__AVAILABLE RECORDS__.
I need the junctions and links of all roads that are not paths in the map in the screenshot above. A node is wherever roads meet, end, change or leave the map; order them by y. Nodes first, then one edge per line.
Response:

==

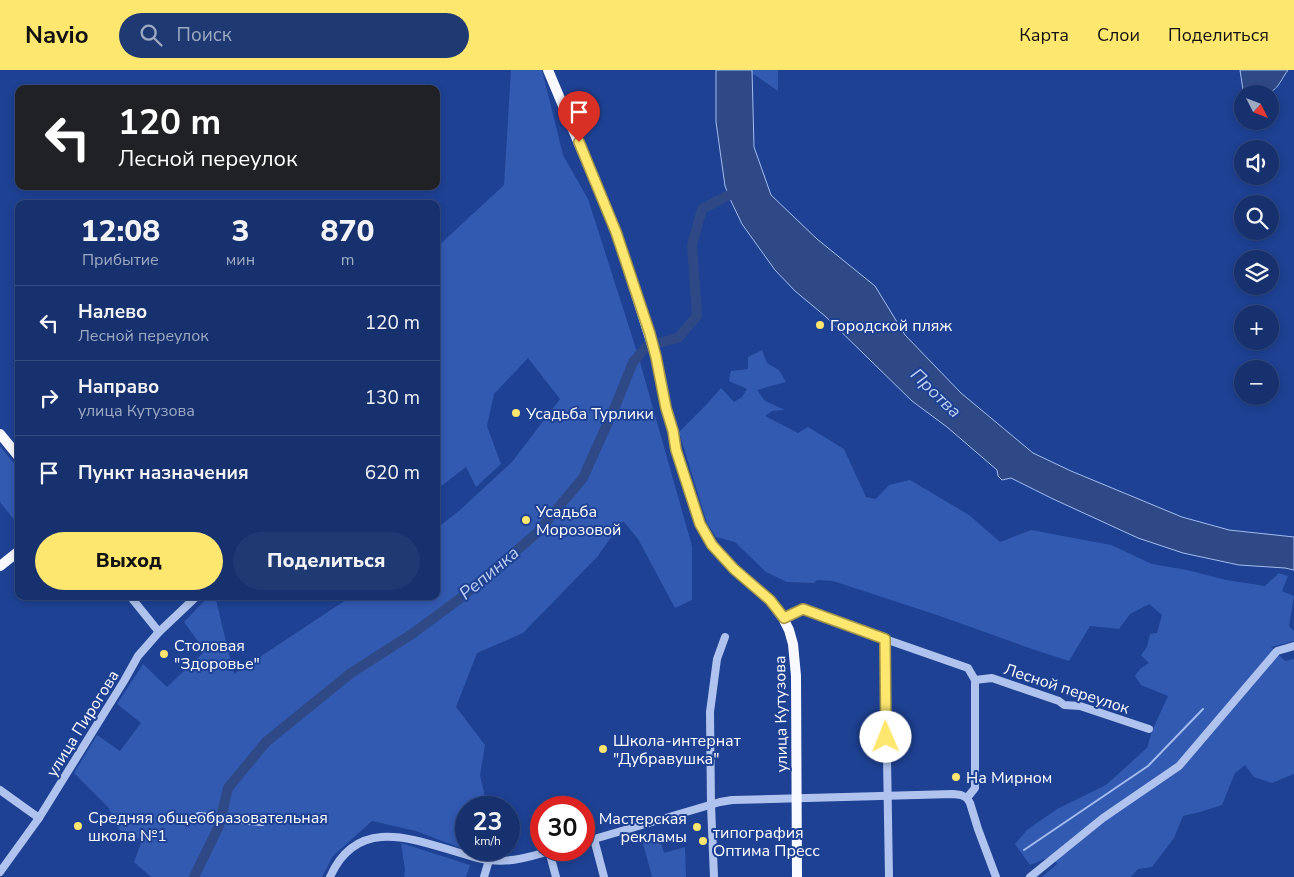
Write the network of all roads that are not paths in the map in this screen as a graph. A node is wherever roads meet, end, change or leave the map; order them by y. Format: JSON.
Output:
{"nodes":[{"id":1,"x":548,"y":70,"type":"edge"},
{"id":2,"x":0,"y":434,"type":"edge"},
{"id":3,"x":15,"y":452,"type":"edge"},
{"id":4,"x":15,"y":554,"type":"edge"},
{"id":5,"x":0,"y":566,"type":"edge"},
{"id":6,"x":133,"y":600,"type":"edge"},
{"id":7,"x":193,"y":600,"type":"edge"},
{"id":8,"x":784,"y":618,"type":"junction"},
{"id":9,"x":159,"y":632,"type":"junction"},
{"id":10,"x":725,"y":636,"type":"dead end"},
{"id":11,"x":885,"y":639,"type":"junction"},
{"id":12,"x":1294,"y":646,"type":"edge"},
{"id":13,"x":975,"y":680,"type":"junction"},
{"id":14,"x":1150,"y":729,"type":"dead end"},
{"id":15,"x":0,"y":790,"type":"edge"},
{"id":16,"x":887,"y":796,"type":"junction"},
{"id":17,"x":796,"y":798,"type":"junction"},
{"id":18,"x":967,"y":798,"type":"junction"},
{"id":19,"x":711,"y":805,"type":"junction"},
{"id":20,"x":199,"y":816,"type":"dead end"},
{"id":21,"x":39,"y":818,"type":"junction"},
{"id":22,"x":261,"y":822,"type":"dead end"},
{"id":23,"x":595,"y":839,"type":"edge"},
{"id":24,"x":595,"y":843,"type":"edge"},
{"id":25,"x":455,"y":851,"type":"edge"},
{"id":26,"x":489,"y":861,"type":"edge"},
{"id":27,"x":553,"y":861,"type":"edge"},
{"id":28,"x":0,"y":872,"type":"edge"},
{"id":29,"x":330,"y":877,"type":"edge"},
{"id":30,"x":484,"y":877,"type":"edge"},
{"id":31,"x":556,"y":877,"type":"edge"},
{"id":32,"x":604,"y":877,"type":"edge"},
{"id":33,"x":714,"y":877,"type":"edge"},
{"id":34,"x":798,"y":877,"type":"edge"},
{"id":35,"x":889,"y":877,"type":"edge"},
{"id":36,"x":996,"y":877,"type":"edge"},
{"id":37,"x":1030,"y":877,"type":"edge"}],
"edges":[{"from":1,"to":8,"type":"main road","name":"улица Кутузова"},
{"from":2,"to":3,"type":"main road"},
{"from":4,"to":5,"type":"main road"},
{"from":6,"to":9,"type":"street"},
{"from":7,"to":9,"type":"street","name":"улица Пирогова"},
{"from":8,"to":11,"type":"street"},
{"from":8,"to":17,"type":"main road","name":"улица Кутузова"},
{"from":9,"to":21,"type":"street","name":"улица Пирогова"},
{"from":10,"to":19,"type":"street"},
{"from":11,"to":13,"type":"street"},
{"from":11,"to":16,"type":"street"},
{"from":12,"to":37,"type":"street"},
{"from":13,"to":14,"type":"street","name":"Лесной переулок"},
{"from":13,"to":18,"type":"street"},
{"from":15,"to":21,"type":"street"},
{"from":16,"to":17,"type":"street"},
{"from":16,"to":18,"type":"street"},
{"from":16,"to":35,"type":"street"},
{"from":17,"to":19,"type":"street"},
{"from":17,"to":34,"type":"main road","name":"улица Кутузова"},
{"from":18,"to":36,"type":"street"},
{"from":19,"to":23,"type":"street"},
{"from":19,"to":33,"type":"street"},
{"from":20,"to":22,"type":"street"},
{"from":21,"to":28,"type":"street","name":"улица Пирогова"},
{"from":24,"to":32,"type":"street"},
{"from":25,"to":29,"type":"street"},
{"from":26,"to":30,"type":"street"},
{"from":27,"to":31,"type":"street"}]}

__REQUIREMENT__.
Only lines of the material that contain the word "roads" belong in the answer; copy each one.

__TASK RESULT__.
I need the junctions and links of all roads that are not paths in the map in the screenshot above. A node is wherever roads meet, end, change or leave the map; order them by y. Nodes first, then one edge per line.
Write the network of all roads that are not paths in the map in this screen as a graph. A node is wherever roads meet, end, change or leave the map; order them by y. Format: JSON.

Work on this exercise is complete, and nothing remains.